Large-scale CelebFaces Attributes (CelebA) Dataset62 contains 202,599 celebrity images, each annotated with 40 binary attributes. CelebA offers the dataset in two different formats: (1) actual raw images and (2) processed data with aligned facial images. In this work, we employed the latter and divided the dataset into training, validation sets with a ratio of 50: 50. The training data was then used to train a ViT model.

The model was trained until validation metrics (f1 score) did not improve for 5 consecutive epochs using a learning rate of 0.00001. The model with the highest validation metric was saved as the trained model (Supplementary Fig. S5).

Training and inference using ViT was implemented using PyTorch-lightning 1.5 and Python 3.9. The pre-trained ViT model was pulled from the timm Python library. For saliency analysis, the absolute values of the gradients of prediction probabilities with respect to input pixels were calculated using the backward() method of PyTorch during a backward pass.

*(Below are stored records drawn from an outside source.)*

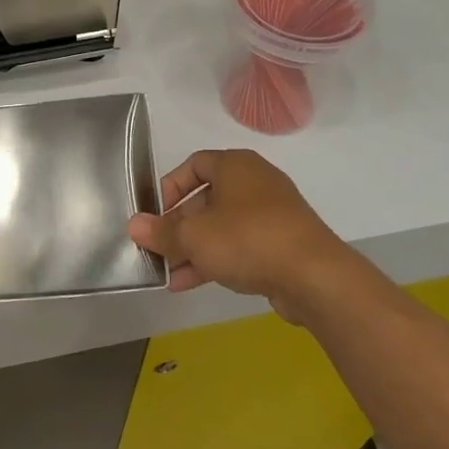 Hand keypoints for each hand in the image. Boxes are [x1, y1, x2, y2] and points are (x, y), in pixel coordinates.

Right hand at [127, 150, 351, 325]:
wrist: (315, 276)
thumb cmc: (247, 239)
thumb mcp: (194, 236)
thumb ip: (161, 231)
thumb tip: (133, 225)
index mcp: (235, 165)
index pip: (194, 164)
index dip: (169, 187)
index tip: (155, 214)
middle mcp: (254, 183)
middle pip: (205, 199)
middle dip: (178, 227)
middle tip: (157, 249)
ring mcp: (270, 215)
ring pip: (220, 227)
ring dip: (192, 249)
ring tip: (168, 274)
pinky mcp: (280, 244)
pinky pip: (239, 246)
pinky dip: (214, 260)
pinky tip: (189, 284)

The authors affirm that human research participants provided informed consent for publication of the images in Figs. 5 and 6.

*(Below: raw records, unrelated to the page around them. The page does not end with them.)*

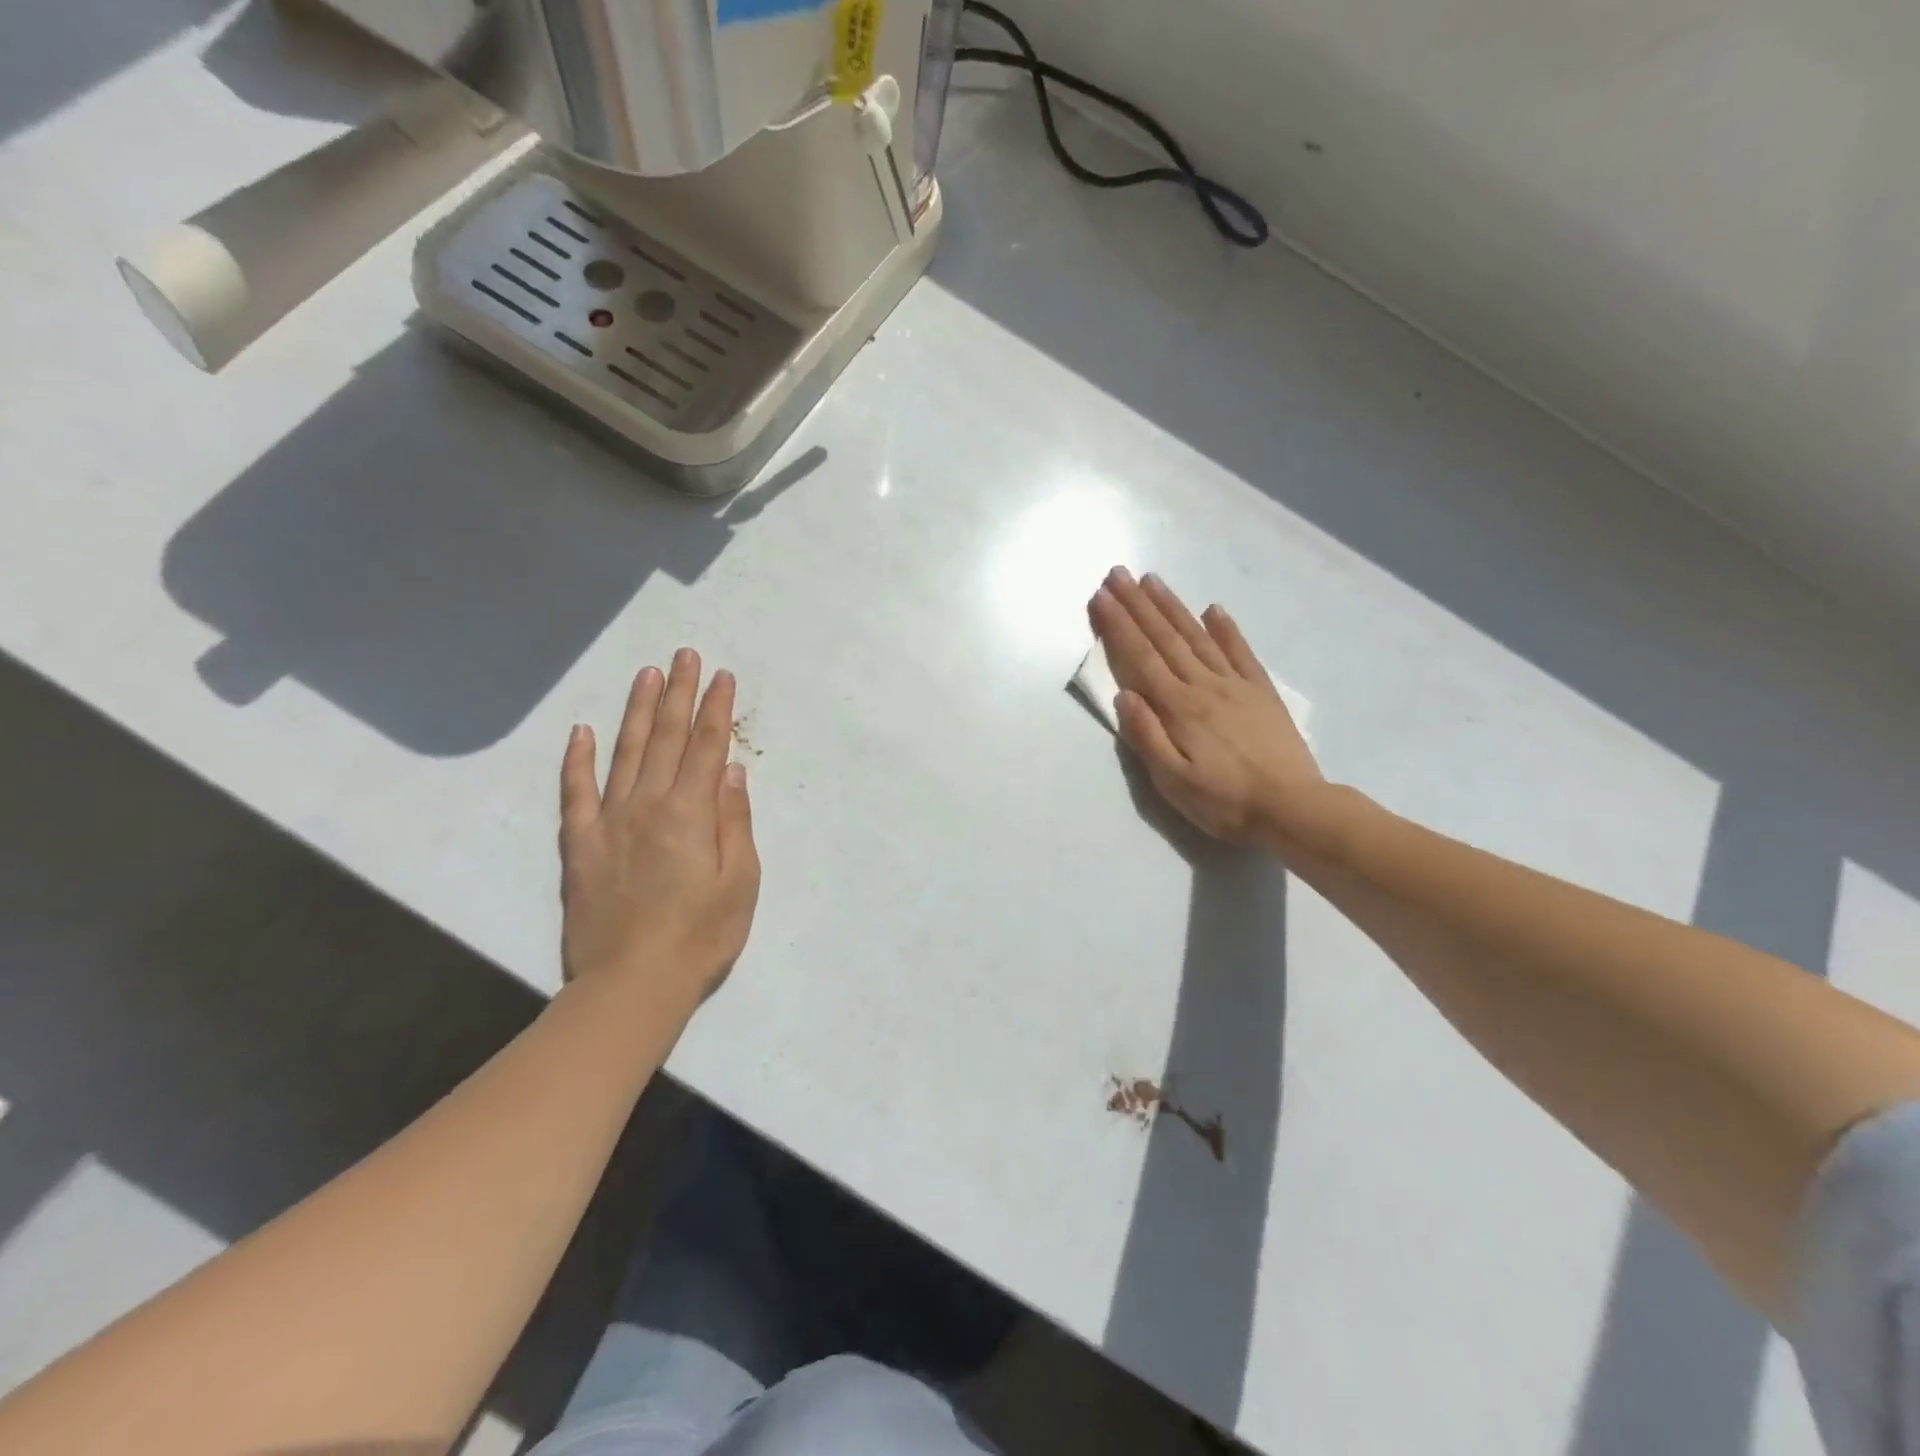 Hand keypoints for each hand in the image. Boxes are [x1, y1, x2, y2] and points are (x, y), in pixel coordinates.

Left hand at [559, 649, 760, 1015]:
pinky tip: (582, 731)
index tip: (723, 676)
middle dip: (679, 694)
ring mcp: (609, 822)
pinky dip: (577, 760)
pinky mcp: (580, 845)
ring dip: (638, 712)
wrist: (632, 984)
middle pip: (667, 739)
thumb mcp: (740, 882)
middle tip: (685, 656)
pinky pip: (576, 793)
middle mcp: (648, 805)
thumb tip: (730, 771)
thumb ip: (735, 822)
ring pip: (625, 753)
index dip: (716, 709)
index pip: (708, 747)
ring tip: (647, 676)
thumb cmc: (701, 936)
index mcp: (691, 813)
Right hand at [1089, 568, 1325, 849]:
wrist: (1292, 809)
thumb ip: (1146, 736)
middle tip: (1117, 574)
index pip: (1140, 658)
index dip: (1118, 626)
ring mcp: (1235, 684)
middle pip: (1165, 638)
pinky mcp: (1261, 692)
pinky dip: (1226, 628)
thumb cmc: (1224, 802)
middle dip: (1137, 605)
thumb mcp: (1172, 781)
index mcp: (1179, 708)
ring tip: (1151, 580)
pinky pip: (1240, 651)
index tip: (1100, 598)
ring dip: (1172, 607)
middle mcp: (1204, 685)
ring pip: (1197, 636)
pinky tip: (1214, 609)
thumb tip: (1124, 694) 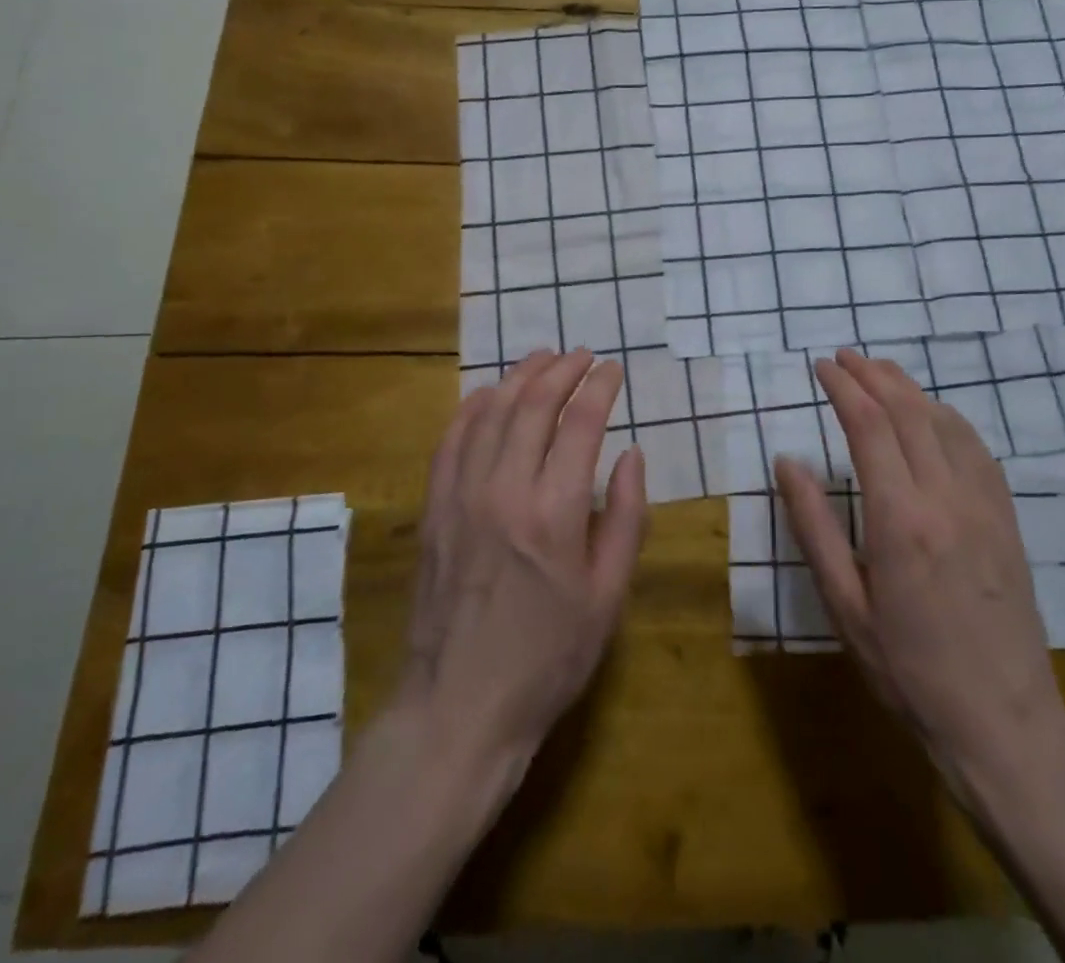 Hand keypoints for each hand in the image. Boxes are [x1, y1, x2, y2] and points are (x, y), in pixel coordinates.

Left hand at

Implementation details for LIME, and SHAP

Both LIME (0.2.0.1) and SHAP (0.46.0) were implemented in Python. The chosen hyperparameters for LIME: number of samples = 5000, LASSO(maximum iterations) = 1000, and SHAP number of evaluations = 1000. LIME was implemented by using the same superpixel definitions that were used for TERP explanation to ensure a fair comparison. To generate a perturbed image in SHAP, patches of 14 × 14 pixels were systematically blurred for various coalitions.

Text classification: attention-based bidirectional long short-term memory (Att-BLSTM)

In this work, we employed Python implementation of Att-BLSTM38 obtained from github.com/Renovamen/Text-Classification with pre-trained GloVe word embedding. Att-BLSTM model was trained on Antonio Gulli’s (AG’s) news corpus67 for 10 epochs, finally reaching a validation accuracy of 92.0%.